═════ Given records
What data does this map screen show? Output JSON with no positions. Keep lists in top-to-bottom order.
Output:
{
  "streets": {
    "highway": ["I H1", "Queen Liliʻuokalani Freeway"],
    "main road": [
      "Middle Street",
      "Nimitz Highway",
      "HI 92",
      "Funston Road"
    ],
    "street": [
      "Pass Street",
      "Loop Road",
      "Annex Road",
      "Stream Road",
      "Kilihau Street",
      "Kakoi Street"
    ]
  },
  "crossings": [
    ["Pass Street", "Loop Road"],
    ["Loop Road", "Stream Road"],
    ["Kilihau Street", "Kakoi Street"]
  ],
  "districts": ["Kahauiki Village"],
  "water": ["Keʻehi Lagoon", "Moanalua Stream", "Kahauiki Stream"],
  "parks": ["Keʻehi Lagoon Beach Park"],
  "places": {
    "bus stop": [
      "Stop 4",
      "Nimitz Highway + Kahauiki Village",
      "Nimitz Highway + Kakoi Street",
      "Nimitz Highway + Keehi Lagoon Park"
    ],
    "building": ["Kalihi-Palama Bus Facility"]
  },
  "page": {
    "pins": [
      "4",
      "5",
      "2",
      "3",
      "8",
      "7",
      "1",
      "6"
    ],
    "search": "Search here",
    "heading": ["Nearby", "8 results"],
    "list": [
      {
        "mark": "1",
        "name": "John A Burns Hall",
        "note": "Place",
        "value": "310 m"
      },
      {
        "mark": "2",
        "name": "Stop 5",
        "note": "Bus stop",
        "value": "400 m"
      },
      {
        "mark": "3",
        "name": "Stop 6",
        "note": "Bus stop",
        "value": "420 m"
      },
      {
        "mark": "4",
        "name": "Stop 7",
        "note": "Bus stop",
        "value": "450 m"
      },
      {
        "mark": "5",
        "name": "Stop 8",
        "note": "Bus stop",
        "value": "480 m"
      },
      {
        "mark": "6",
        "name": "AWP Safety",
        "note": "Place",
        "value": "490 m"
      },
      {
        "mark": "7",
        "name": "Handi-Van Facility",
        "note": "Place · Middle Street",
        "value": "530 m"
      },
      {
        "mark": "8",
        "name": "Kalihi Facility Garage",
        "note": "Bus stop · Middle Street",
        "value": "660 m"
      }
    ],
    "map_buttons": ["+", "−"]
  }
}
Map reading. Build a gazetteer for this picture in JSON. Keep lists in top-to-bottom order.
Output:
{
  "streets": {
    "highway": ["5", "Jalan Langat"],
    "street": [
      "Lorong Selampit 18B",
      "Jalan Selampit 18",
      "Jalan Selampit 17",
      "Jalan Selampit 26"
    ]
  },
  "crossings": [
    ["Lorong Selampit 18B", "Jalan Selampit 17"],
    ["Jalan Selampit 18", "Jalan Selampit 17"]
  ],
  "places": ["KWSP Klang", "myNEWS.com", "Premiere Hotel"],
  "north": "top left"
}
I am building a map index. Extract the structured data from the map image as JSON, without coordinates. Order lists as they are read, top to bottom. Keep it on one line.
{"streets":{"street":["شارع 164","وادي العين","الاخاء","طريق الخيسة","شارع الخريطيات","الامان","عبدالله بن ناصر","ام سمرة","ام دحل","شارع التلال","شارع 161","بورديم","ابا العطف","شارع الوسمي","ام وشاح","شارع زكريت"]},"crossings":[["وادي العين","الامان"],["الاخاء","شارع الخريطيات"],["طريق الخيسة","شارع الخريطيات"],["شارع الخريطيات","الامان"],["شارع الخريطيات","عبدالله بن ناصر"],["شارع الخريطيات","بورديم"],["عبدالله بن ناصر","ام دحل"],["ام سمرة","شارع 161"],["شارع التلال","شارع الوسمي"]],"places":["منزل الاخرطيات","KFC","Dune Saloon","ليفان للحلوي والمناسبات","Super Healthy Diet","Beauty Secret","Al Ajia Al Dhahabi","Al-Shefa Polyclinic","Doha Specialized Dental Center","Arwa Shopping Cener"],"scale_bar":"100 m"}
══════════
All lines above that include the word "bottom" should be located and copied.

What data does this map screen show? Output JSON with no positions. Keep lists in top-to-bottom order.
Map reading. Build a gazetteer for this picture in JSON. Keep lists in top-to-bottom order.
I am building a map index. Extract the structured data from the map image as JSON, without coordinates. Order lists as they are read, top to bottom. Keep it on one line.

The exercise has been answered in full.